Tenter de trouver une réponse à la question de la fascination particulière (et de son degré) qui serait inhérente à la pratique de l’alpinisme (si j’ai bien compris le point de départ de cette discussion) me semble périlleux hors d’une étude suivant des protocoles et des procès scientifiques. Chacun ici peut donner son opinion, ou son point de vue, mais cela - me semble-t-il - ne peut rester intéressant qu’à titre individuel (et cela reste véritablement intéressant à ce titre). Difficile de généraliser. Même si un certain Ministre de la Culture, plutôt au fait de son sujet , n’a pas hésité à généraliser la réponse pour les artistes en disant que L’art est un anti-destin…
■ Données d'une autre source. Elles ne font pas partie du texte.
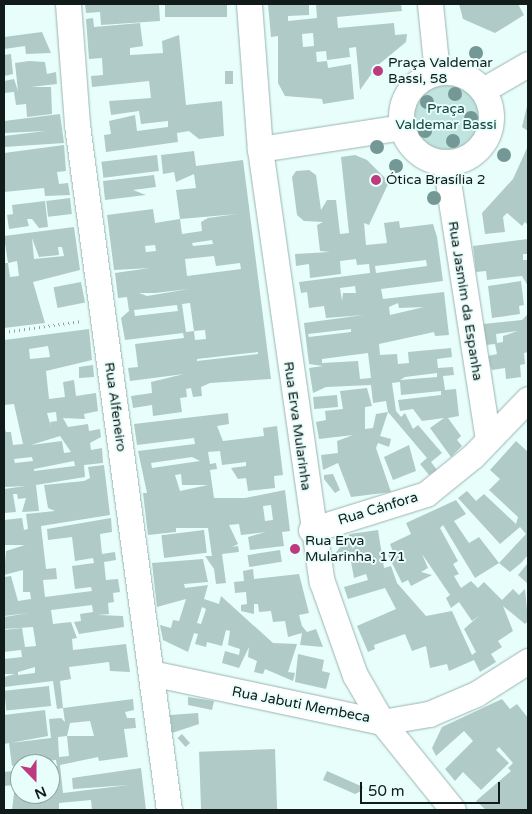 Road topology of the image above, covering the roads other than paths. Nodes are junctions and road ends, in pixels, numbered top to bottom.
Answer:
1 (68, 4) edge
2 (250, 4) edge
3 (430, 4) edge
4 (528, 64) edge
5 (437, 72) junction
6 (483, 90) junction
7 (402, 127) junction
8 (260, 149) junction
9 (445, 162) junction
10 (528, 399) edge
11 (488, 440) junction
12 (311, 530) junction
13 (528, 660) edge
14 (151, 673) junction
15 (382, 722) junction
16 (169, 810) edge
17 (453, 810) edge

1 - 14 street, Rua Alfeneiro
2 - 8 street, Rua Erva Mularinha
3 - 5 street
4 - 6 street
5 - 6 street
5 - 7 street
6 - 9 street
7 - 8 street
7 - 9 street
8 - 12 street, Rua Erva Mularinha
9 - 11 street, Rua Jasmim da Espanha
10 - 11 street, Rua Cánfora
11 - 12 street, Rua Cánfora
12 - 15 street, Rua Erva Mularinha
13 - 15 street, Rua Jabuti Membeca
14 - 15 street, Rua Jabuti Membeca
14 - 16 street, Rua Alfeneiro
15 - 17 street, Rua Erva Mularinha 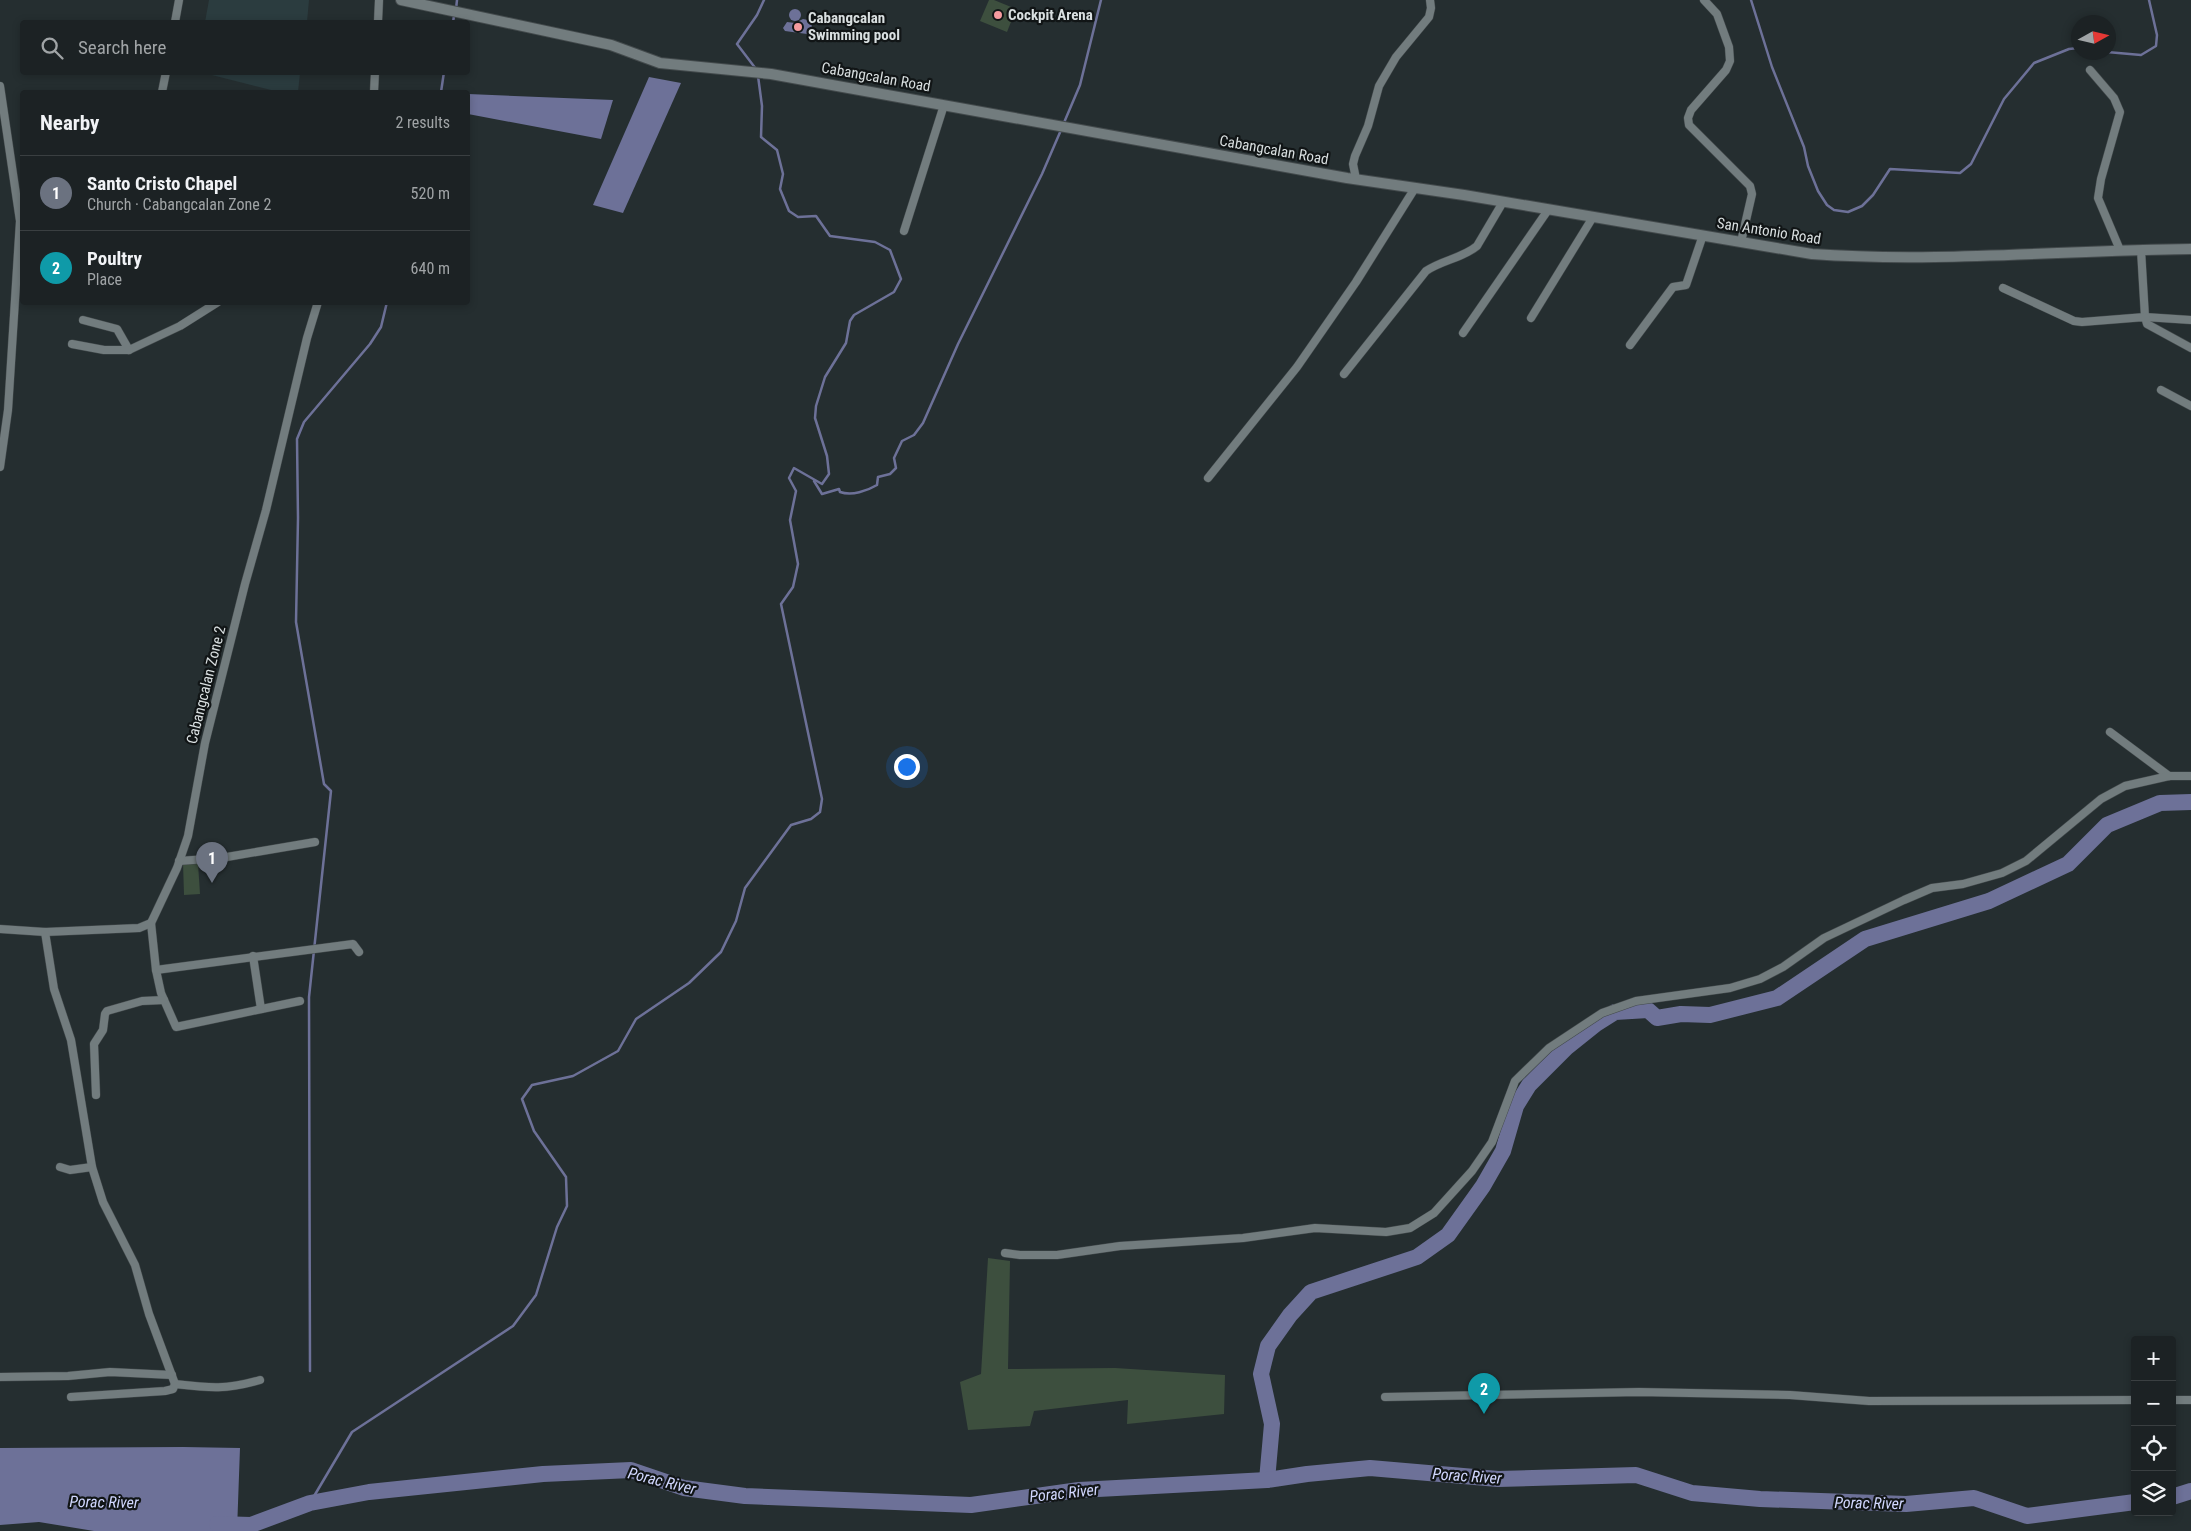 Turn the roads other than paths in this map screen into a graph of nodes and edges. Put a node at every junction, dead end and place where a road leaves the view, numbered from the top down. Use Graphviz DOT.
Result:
graph roads {
  1 [pos="179,0"];
  2 [pos="379,0"];
  3 [pos="401,0"];
  4 [pos="1430,0"];
  5 [pos="1704,0"];
  6 [pos="175,20"];
  7 [pos="378,20"];
  8 [pos="2090,70"];
  9 [pos="165,75"];
  10 [pos="375,75"];
  11 [pos="0,86"];
  12 [pos="162,90"];
  13 [pos="374,90"];
  14 [pos="944,105"];
  15 [pos="1351,179"];
  16 [pos="1415,188"];
  17 [pos="1503,202"];
  18 [pos="1548,210"];
  19 [pos="1593,217"];
  20 [pos="904,232"];
  21 [pos="1703,236"];
  22 [pos="1741,242"];
  23 [pos="2191,249"];
  24 [pos="2120,250"];
  25 [pos="2141,250"];
  26 [pos="2003,288"];
  27 [pos="213,305"];
  28 [pos="317,305"];
  29 [pos="2145,317"];
  30 [pos="1531,318"];
  31 [pos="83,320"];
  32 [pos="2191,320"];
  33 [pos="1463,334"];
  34 [pos="72,344"];
  35 [pos="1630,345"];
  36 [pos="2191,348"];
  37 [pos="129,350"];
  38 [pos="1344,374"];
  39 [pos="2161,390"];
  40 [pos="2191,406"];
  41 [pos="0,466"];
  42 [pos="1208,478"];
  43 [pos="2110,732"];
  44 [pos="2169,776"];
  45 [pos="2191,776"];
  46 [pos="315,842"];
  47 [pos="179,861"];
  48 [pos="151,923"];
  49 [pos="0,929"];
  50 [pos="45,932"];
  51 [pos="359,952"];
  52 [pos="253,956"];
  53 [pos="156,970"];
  54 [pos="164,1000"];
  55 [pos="300,1001"];
  56 [pos="261,1008"];
  57 [pos="96,1095"];
  58 [pos="60,1167"];
  59 [pos="92,1168"];
  60 [pos="1005,1253"];
  61 [pos="172,1375"];
  62 [pos="0,1377"];
  63 [pos="260,1380"];
  64 [pos="175,1384"];
  65 [pos="70,1397"];
  66 [pos="1385,1397"];
  67 [pos="2131,1400"];
  68 [pos="2176,1400"];
  69 [pos="2191,1400"];
  1 -- 6 [label="street"];
  2 -- 7 [label="street"];
  3 -- 14 [label="street, Cabangcalan Road"];
  4 -- 15 [label="street"];
  5 -- 22 [label="street"];
  8 -- 24 [label="street"];
  9 -- 12 [label="street"];
  10 -- 13 [label="street"];
  11 -- 41 [label="street"];
  14 -- 15 [label="street, Cabangcalan Road"];
  14 -- 20 [label="street"];
  15 -- 16 [label="street, San Antonio Road"];
  16 -- 17 [label="street, San Antonio Road"];
  16 -- 42 [label="street"];
  17 -- 18 [label="street, San Antonio Road"];
  17 -- 38 [label="street"];
  18 -- 19 [label="street, San Antonio Road"];
  18 -- 33 [label="street"];
  19 -- 21 [label="street, San Antonio Road"];
  19 -- 30 [label="street"];
  21 -- 22 [label="street, San Antonio Road"];
  21 -- 35 [label="street"];
  22 -- 24 [label="street, San Antonio Road"];
  23 -- 25 [label="street, San Antonio Road"];
  24 -- 25 [label="street, San Antonio Road"];
  25 -- 29 [label="street"];
  26 -- 29 [label="street"];
  27 -- 37 [label="street"];
  28 -- 47 [label="street, Cabangcalan Zone 2"];
  29 -- 32 [label="street"];
  29 -- 36 [label="street"];
  31 -- 37 [label="street"];
  34 -- 37 [label="street"];
  39 -- 40 [label="street"];
  43 -- 44 [label="street"];
  44 -- 45 [label="street"];
  44 -- 60 [label="street"];
  46 -- 47 [label="street"];
  47 -- 48 [label="street, Cabangcalan Zone 2"];
  48 -- 50 [label="street"];
  48 -- 53 [label="street"];
  49 -- 50 [label="street"];
  50 -- 59 [label="street"];
  51 -- 52 [label="street"];
  52 -- 53 [label="street"];
  52 -- 56 [label="street"];
  53 -- 54 [label="street"];
  54 -- 56 [label="street"];
  54 -- 57 [label="street"];
  55 -- 56 [label="street"];
  58 -- 59 [label="street"];
  59 -- 61 [label="street"];
  61 -- 62 [label="street"];
  61 -- 64 [label="street"];
  63 -- 64 [label="street"];
  64 -- 65 [label="street"];
  66 -- 67 [label="street"];
  68 -- 69 [label="street"];
}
Quant au sacrifice suprême d’Herzog, je le lis plus comme une expression ancrée (datée ?) dans une époque, venant d’un homme qui doit sa réputation internationale à la mission nationale, pour ne pas dire militaire, qui lui avait été confiée pour la conquête du premier 8000. Les expés d’alors étaient financées par l’État, et la gloire nationale était en jeu ; il fallait donc accepter le sacrifice suprême (sans même faire référence à Pétain, dont la fin politique ne datait d’à peine 5 ans, au moment de l’Annapurna - pas au moment du bouquin de Boivin), en prenant le risque de mourir pour son pays. Pour autant, Herzog est-il représentatif de l’alpiniste lambda, ou même de l’alpiniste de son époque ?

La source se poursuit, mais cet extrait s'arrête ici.